*** EXERCISE INPUT Section Begins ***

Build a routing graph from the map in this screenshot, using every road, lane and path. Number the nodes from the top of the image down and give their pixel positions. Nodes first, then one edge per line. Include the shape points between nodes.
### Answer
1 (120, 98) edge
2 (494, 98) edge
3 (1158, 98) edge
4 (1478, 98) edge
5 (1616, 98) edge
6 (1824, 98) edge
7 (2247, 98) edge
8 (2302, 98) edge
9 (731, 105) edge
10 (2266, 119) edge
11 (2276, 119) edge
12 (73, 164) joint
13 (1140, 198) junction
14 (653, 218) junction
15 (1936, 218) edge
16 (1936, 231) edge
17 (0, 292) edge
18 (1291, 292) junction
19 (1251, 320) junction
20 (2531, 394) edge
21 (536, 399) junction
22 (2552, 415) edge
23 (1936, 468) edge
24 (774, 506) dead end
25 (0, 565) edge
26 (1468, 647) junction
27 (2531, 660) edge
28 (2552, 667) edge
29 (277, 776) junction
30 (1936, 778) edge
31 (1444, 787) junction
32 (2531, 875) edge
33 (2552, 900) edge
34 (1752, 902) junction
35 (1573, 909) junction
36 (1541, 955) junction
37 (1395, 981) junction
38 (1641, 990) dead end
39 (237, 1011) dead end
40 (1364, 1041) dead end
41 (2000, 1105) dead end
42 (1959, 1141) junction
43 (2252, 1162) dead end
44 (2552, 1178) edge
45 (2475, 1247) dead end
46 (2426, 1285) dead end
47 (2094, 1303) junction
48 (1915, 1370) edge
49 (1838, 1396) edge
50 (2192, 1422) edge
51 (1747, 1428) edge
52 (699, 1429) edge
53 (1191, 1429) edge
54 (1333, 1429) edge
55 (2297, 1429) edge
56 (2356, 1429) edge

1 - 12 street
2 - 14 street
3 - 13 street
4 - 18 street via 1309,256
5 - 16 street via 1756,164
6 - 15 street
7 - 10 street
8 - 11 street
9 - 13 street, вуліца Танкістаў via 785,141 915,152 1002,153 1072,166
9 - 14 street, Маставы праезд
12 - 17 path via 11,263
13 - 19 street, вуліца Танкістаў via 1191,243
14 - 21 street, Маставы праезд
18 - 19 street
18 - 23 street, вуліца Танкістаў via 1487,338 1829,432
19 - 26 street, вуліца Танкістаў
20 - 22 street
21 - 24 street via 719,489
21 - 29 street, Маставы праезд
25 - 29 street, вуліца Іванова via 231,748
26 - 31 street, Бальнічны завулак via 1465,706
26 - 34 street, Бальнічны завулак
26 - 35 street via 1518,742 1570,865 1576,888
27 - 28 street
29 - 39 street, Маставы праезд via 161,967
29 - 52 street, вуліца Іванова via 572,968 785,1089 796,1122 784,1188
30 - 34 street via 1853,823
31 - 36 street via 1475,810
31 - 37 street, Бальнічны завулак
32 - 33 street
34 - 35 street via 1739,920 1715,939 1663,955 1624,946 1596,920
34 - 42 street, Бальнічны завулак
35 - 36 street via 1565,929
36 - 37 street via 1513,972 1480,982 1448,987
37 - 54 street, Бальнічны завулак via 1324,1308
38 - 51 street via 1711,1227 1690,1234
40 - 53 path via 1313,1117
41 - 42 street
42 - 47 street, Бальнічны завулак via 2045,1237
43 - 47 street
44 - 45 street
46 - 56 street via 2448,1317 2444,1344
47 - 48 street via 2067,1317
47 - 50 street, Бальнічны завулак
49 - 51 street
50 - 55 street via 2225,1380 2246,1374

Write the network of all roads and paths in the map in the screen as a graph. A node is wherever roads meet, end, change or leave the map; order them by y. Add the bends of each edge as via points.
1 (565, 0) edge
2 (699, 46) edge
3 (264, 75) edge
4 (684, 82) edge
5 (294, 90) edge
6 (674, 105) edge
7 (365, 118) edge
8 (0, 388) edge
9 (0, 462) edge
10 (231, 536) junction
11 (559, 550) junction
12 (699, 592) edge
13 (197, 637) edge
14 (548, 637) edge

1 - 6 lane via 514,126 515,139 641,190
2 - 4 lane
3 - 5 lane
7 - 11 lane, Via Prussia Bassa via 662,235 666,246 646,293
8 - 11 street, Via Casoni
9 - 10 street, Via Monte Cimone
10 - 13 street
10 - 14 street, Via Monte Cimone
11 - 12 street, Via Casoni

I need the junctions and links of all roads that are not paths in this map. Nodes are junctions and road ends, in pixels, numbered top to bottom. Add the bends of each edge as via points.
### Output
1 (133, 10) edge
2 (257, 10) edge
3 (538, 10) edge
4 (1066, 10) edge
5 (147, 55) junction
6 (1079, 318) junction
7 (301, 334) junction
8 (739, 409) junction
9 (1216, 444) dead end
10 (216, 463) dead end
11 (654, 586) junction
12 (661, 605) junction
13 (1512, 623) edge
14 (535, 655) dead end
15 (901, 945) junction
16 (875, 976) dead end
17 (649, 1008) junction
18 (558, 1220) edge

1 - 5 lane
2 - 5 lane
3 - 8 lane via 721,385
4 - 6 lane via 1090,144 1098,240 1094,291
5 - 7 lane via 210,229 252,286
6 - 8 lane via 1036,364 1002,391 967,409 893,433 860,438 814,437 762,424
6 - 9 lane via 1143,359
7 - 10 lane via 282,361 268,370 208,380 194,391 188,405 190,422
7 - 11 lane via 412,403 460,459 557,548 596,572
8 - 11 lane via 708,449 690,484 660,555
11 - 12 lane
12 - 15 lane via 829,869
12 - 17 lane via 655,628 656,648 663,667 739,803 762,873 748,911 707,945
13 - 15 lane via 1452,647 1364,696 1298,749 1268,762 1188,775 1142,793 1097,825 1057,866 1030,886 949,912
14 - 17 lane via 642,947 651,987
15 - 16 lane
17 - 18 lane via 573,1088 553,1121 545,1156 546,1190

*** EXERCISE INPUT Section Ends ***

WHAT IS EXPECTED
Go through the lines above and copy any that contain "Бальнічны".

RESULT BELOW
26 - 31 street, Бальнічны завулак via 1465,706
26 - 34 street, Бальнічны завулак
31 - 37 street, Бальнічны завулак
34 - 42 street, Бальнічны завулак
37 - 54 street, Бальнічны завулак via 1324,1308
42 - 47 street, Бальнічны завулак via 2045,1237
47 - 50 street, Бальнічны завулак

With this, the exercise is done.